When seen together, the choices faced by electorally active politicians are quite complex, even if they do only reflect a very localised view of the world.

A candidate has to gather the support of enough local factions, and at the same time, develop linkages with the state to keep that support in place. When a candidate switches a party, it is usually because the power positions and networks developed by actors of another party offer a greater chance for electoral success.

The reasons as to why the situation is such, i.e. why our political culture evolved (or devolved) to this heavily localised and individualised form are numerous.

For starters, conducting local body or provincial/ national elections on non-party lines, and preventing party activity in the 1960s, 1980s, and the previous decade, has produced a context where most parties have no incentive to organise at the local level.

By putting the individual at the centre of the political process, parties have become clubs for the politically active, as opposed to coherent associations that channel and balance out multiple interests, and produce viable ways to govern.

Secondly, given how the Pakistani state — by which one means the armed forces and the bureaucracy — has held a monopoly over questions of ideology and nationalism, political parties have had little space to produce competing messages that could translate into an actionable party programme.

Barring the PPP’s pro-poor, left-wing thrust during the late 1960s and early 1970s, the most parties in Pakistan have been able to do is to channel ethno-linguistic or Islamist sentiment as political agendas.

Not only has this produced an array of mainstream political options undistinguishable in terms of their ideological bends, it has also decimated the importance of ideology in the mind of a voter.

Obviously, there are significant exceptions to this rule. The MQM, for example, has managed to create a political machine that is highly mobilised at the local level, and which can claim to win elections on a party-wide vote bank (as opposed to the effort of an individual candidate).

The PPP in pockets across the country has a segmented vote bank that, if nothing else, associates with a historically experienced image of the party.

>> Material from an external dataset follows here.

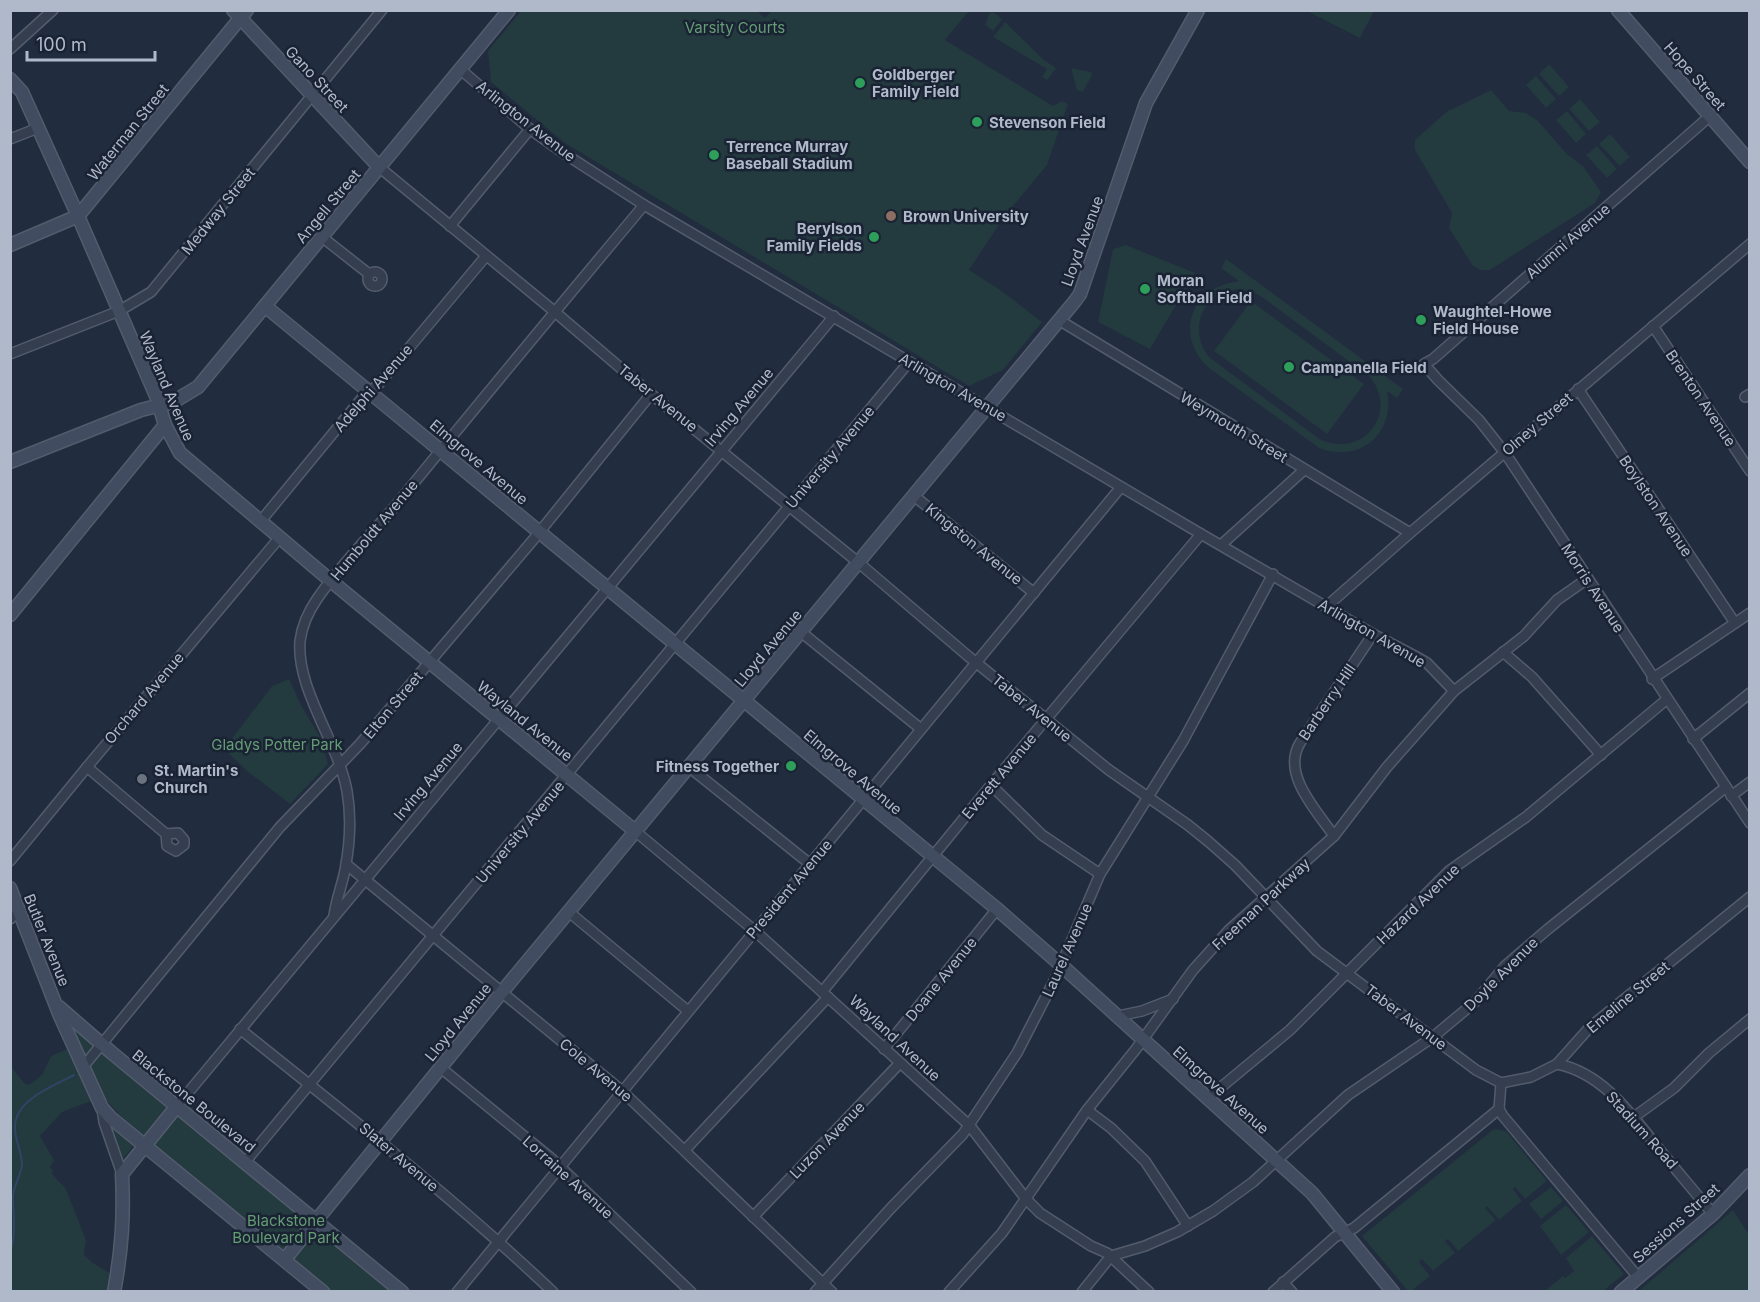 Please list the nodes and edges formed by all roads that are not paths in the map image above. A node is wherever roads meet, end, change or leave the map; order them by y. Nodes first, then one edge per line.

What’s important, however, is to recognise that candidate switching and horse-trading form part of a reality that’s been developed over time by interruptions and meddling in the democratic process.

Regardless of how Machiavellian the entire scheme appears, one must remain cognisant that witch-hunts in the name of accountability, often accompanied by hollow shouts of change, cannot produce an ideal political party system.

If the context of electoral activity (local or national) — which has been shaped by military regimes on three separate occasions — has taught our political class only one kind of politics, one can viably posit that the continuation of the current process will provide a different context, and breed a different kind of politics, one that is, hopefully, less narrow, Machiavellian and self-serving in its character.

The writer is a freelance columnist based in Islamabad.